- _The data_
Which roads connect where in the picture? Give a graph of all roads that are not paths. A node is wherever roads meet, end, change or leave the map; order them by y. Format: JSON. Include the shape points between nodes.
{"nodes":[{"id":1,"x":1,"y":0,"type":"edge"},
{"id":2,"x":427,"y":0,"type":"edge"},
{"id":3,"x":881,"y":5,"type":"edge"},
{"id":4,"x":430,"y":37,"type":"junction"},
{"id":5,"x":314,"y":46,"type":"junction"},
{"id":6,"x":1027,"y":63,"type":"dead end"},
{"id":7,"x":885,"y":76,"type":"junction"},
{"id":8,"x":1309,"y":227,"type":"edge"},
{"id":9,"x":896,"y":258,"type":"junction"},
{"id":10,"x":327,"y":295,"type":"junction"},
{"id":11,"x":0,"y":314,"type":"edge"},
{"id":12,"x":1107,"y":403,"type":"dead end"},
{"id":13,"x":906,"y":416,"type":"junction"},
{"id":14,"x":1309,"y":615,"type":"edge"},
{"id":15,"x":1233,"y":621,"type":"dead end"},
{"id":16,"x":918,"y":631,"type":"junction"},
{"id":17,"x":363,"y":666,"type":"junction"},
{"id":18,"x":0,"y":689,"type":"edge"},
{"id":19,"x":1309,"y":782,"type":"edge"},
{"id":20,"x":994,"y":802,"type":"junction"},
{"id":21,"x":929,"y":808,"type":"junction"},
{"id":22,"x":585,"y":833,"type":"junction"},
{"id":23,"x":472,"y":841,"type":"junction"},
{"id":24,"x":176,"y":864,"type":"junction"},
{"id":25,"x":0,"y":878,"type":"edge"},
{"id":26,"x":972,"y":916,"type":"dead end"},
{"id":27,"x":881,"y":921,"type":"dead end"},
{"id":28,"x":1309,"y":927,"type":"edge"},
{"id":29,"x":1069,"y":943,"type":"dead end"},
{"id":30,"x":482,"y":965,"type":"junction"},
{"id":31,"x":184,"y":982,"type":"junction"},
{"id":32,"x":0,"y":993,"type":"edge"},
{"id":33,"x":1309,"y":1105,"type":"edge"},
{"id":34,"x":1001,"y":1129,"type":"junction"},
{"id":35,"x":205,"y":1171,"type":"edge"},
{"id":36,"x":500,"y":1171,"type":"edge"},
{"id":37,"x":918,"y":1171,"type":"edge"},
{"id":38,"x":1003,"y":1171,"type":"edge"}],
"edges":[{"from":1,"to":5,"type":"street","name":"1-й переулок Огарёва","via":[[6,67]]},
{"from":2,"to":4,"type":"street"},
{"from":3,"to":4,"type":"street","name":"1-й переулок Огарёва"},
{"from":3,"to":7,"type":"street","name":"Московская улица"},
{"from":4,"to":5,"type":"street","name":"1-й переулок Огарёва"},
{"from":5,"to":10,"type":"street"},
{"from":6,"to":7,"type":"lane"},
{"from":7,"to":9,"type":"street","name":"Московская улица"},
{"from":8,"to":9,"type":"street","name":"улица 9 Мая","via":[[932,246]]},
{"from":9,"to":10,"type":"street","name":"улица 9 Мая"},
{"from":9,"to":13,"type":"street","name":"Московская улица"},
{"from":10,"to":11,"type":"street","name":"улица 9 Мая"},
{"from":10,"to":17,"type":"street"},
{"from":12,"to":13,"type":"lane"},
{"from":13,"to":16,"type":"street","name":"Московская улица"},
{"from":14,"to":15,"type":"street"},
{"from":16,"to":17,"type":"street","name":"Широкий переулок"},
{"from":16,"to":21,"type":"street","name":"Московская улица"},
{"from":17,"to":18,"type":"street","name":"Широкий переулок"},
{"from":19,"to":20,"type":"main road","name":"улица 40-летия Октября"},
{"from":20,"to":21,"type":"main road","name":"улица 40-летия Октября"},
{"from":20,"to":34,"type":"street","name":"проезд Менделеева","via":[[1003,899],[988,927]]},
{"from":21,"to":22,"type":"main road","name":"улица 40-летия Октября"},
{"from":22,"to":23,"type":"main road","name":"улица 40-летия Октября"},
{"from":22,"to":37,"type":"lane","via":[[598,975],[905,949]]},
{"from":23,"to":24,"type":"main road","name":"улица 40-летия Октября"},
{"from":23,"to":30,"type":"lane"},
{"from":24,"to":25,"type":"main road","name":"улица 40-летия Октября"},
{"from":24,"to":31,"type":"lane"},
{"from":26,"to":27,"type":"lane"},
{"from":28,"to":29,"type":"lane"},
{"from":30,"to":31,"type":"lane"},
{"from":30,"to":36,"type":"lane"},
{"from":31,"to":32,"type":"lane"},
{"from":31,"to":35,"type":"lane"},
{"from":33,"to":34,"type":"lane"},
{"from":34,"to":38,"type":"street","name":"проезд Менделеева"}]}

- _Directions for this task_
Restate the entries above. Match them exactly.

- _Answer space_
Which roads connect where in the picture? Give a graph of all roads that are not paths. A node is wherever roads meet, end, change or leave the map; order them by y. Format: JSON. Include the shape points between nodes.
{"nodes":[{"id":1,"x":1,"y":0,"type":"edge"},
{"id":2,"x":427,"y":0,"type":"edge"},
{"id":3,"x":881,"y":5,"type":"edge"},
{"id":4,"x":430,"y":37,"type":"junction"},
{"id":5,"x":314,"y":46,"type":"junction"},
{"id":6,"x":1027,"y":63,"type":"dead end"},
{"id":7,"x":885,"y":76,"type":"junction"},
{"id":8,"x":1309,"y":227,"type":"edge"},
{"id":9,"x":896,"y":258,"type":"junction"},
{"id":10,"x":327,"y":295,"type":"junction"},
{"id":11,"x":0,"y":314,"type":"edge"},
{"id":12,"x":1107,"y":403,"type":"dead end"},
{"id":13,"x":906,"y":416,"type":"junction"},
{"id":14,"x":1309,"y":615,"type":"edge"},
{"id":15,"x":1233,"y":621,"type":"dead end"},
{"id":16,"x":918,"y":631,"type":"junction"},
{"id":17,"x":363,"y":666,"type":"junction"},
{"id":18,"x":0,"y":689,"type":"edge"},
{"id":19,"x":1309,"y":782,"type":"edge"},
{"id":20,"x":994,"y":802,"type":"junction"},
{"id":21,"x":929,"y":808,"type":"junction"},
{"id":22,"x":585,"y":833,"type":"junction"},
{"id":23,"x":472,"y":841,"type":"junction"},
{"id":24,"x":176,"y":864,"type":"junction"},
{"id":25,"x":0,"y":878,"type":"edge"},
{"id":26,"x":972,"y":916,"type":"dead end"},
{"id":27,"x":881,"y":921,"type":"dead end"},
{"id":28,"x":1309,"y":927,"type":"edge"},
{"id":29,"x":1069,"y":943,"type":"dead end"},
{"id":30,"x":482,"y":965,"type":"junction"},
{"id":31,"x":184,"y":982,"type":"junction"},
{"id":32,"x":0,"y":993,"type":"edge"},
{"id":33,"x":1309,"y":1105,"type":"edge"},
{"id":34,"x":1001,"y":1129,"type":"junction"},
{"id":35,"x":205,"y":1171,"type":"edge"},
{"id":36,"x":500,"y":1171,"type":"edge"},
{"id":37,"x":918,"y":1171,"type":"edge"},
{"id":38,"x":1003,"y":1171,"type":"edge"}],
"edges":[{"from":1,"to":5,"type":"street","name":"1-й переулок Огарёва","via":[[6,67]]},
{"from":2,"to":4,"type":"street"},
{"from":3,"to":4,"type":"street","name":"1-й переулок Огарёва"},
{"from":3,"to":7,"type":"street","name":"Московская улица"},
{"from":4,"to":5,"type":"street","name":"1-й переулок Огарёва"},
{"from":5,"to":10,"type":"street"},
{"from":6,"to":7,"type":"lane"},
{"from":7,"to":9,"type":"street","name":"Московская улица"},
{"from":8,"to":9,"type":"street","name":"улица 9 Мая","via":[[932,246]]},
{"from":9,"to":10,"type":"street","name":"улица 9 Мая"},
{"from":9,"to":13,"type":"street","name":"Московская улица"},
{"from":10,"to":11,"type":"street","name":"улица 9 Мая"},
{"from":10,"to":17,"type":"street"},
{"from":12,"to":13,"type":"lane"},
{"from":13,"to":16,"type":"street","name":"Московская улица"},
{"from":14,"to":15,"type":"street"},
{"from":16,"to":17,"type":"street","name":"Широкий переулок"},
{"from":16,"to":21,"type":"street","name":"Московская улица"},
{"from":17,"to":18,"type":"street","name":"Широкий переулок"},
{"from":19,"to":20,"type":"main road","name":"улица 40-летия Октября"},
{"from":20,"to":21,"type":"main road","name":"улица 40-летия Октября"},
{"from":20,"to":34,"type":"street","name":"проезд Менделеева","via":[[1003,899],[988,927]]},
{"from":21,"to":22,"type":"main road","name":"улица 40-летия Октября"},
{"from":22,"to":23,"type":"main road","name":"улица 40-летия Октября"},
{"from":22,"to":37,"type":"lane","via":[[598,975],[905,949]]},
{"from":23,"to":24,"type":"main road","name":"улица 40-летия Октября"},
{"from":23,"to":30,"type":"lane"},
{"from":24,"to":25,"type":"main road","name":"улица 40-летия Октября"},
{"from":24,"to":31,"type":"lane"},
{"from":26,"to":27,"type":"lane"},
{"from":28,"to":29,"type":"lane"},
{"from":30,"to":31,"type":"lane"},
{"from":30,"to":36,"type":"lane"},
{"from":31,"to":32,"type":"lane"},
{"from":31,"to":35,"type":"lane"},
{"from":33,"to":34,"type":"lane"},
{"from":34,"to":38,"type":"street","name":"проезд Менделеева"}]}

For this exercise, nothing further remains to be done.